#ktistec 160 hashtags

Todd Sundsted
Release v2.4.8 of Ktistec

Ktistec v2.4.8 has many small fixes and improvements, but includes one significant fix to ActivityPub garbage collection, which was the major feature introduced in the last release.

⚠️ Important Note: Building with Crystal Language version 1.17.x is not supported due to two breaking changes. See:

(Maybe it's three changes—compile times are also far slower and executable sizes are much larger.)

Added

  • Send "User-Agent" header identifying Ktistec on outbound HTTP requests.
  • Add accept/reject action buttons to top panel on actor pages.

Fixed

  • Add index on "username" on "actors" table. (Fixes a regression introduced in e659e84a.)
  • Rejection now correctly sets follow relationships as confirmed (previously they remained pending).
  • Fix garbage collection issues with threads created in earlier versions.

Changed

  • Prioritize the author's self-replies in thread view.

Enjoy!

#ktistec #fediverse #activitypub #crystallang

Todd Sundsted
Ktistec PSA

Ktistec (temporarily) only builds with versions of the Crystal Programming Language 1.16.3 and below. There was a significant change to the libxml integration in the Crystal Standard Library in version 1.17.0. Ktistec implements some extensions on top of the standard library that need to be updated as a result. A permanent fix in in progress.

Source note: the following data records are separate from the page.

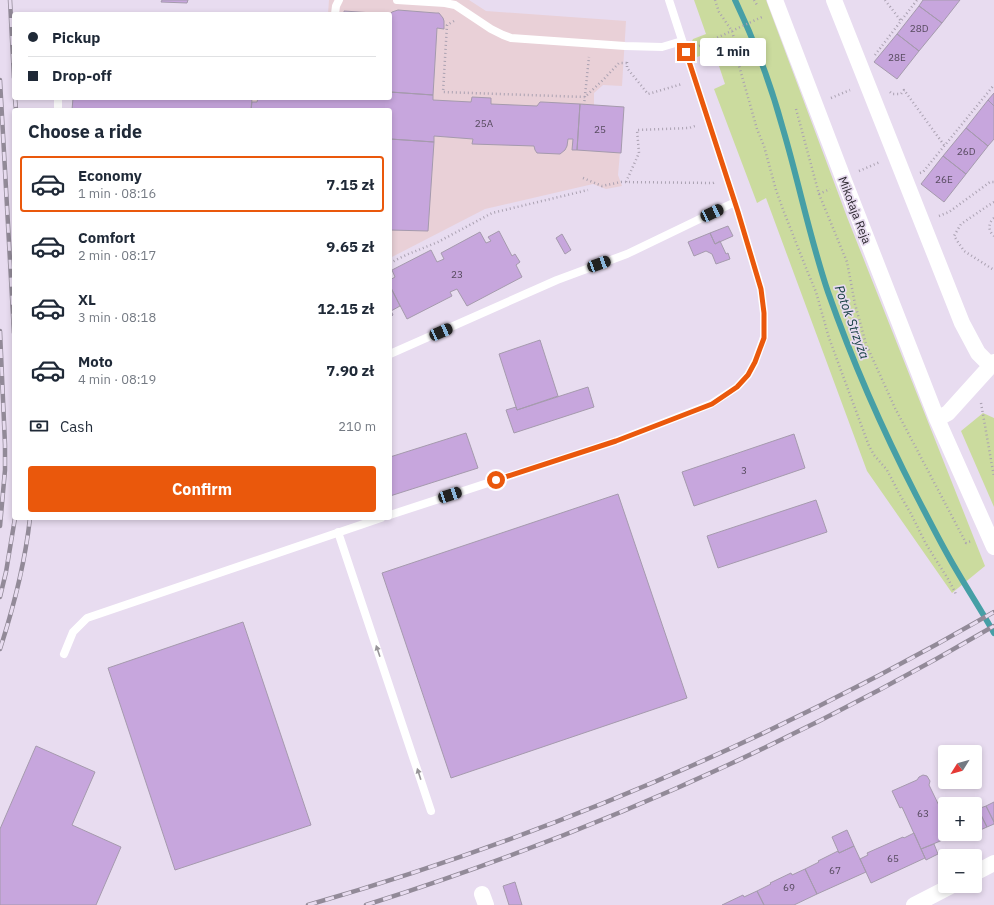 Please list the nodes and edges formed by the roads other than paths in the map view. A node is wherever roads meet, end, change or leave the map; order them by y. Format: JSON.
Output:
{"nodes":[{"id":1,"x":339,"y":0,"type":"edge"},
{"id":2,"x":397,"y":0,"type":"edge"},
{"id":3,"x":669,"y":0,"type":"edge"},
{"id":4,"x":775,"y":0,"type":"edge"},
{"id":5,"x":834,"y":0,"type":"edge"},
{"id":6,"x":335,"y":12,"type":"edge"},
{"id":7,"x":682,"y":41,"type":"junction"},
{"id":8,"x":735,"y":202,"type":"junction"},
{"id":9,"x":392,"y":353,"type":"edge"},
{"id":10,"x":992,"y":364,"type":"edge"},
{"id":11,"x":937,"y":419,"type":"junction"},
{"id":12,"x":392,"y":514,"type":"edge"},
{"id":13,"x":375,"y":520,"type":"edge"},
{"id":14,"x":338,"y":532,"type":"junction"},
{"id":15,"x":991,"y":537,"type":"edge"},
{"id":16,"x":64,"y":654,"type":"dead end"},
{"id":17,"x":431,"y":811,"type":"dead end"},
{"id":18,"x":994,"y":863,"type":"edge"},
{"id":19,"x":982,"y":869,"type":"edge"},
{"id":20,"x":938,"y":893,"type":"edge"},
{"id":21,"x":914,"y":905,"type":"edge"}],
"edges":[{"from":1,"to":6,"type":"lane"},
{"from":2,"to":7,"type":"lane"},
{"from":3,"to":7,"type":"lane"},
{"from":4,"to":11,"type":"street","name":"Mikołaja Reja"},
{"from":5,"to":10,"type":"street"},
{"from":7,"to":8,"type":"lane"},
{"from":8,"to":9,"type":"lane"},
{"from":8,"to":12,"type":"lane"},
{"from":10,"to":11,"type":"street"},
{"from":11,"to":15,"type":"street","name":"Mikołaja Reja"},
{"from":13,"to":14,"type":"lane"},
{"from":14,"to":16,"type":"lane"},
{"from":17,"to":14,"type":"lane","one_way":true},
{"from":18,"to":19,"type":"street"},
{"from":20,"to":21,"type":"street"}]}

#ktistec #crystallang #libxml

Todd Sundsted
Release v2.4.7 of Ktistec

After a mental health break, release v2.4.7 of Ktistec is out. The biggest improvement is the addition of a command line switch/option to run garbage collection on startup. Garbage collection, in this context, trims down your database by deleting old ActivityPub objects that are not connected to your user through:

  • Attribution: Objects attributed to you or actors you follow
  • Activities: Objects referenced by your activities or activities of actors you follow
  • Collections: Objects in your timeline, notifications, or outbox
  • Content: Objects with hashtags, mentions, or in threads you follow

It reduced the size of my database ~24%. Details on usage, warnings, etc. are in the README.

Other changes:

Fixed

  • Use single quotes for string literals in SQLite queries.
  • Fix WITH RECURSIVE queries.
  • Fix broken CI workflow.

Changed

  • Present local internal URLs as external URLs in posts.
  • Limit pagination size for unauthenticated users.
  • Better convey actor/object deleted/blocked status on index pages.
  • Improve presentation of inline code and code blocks.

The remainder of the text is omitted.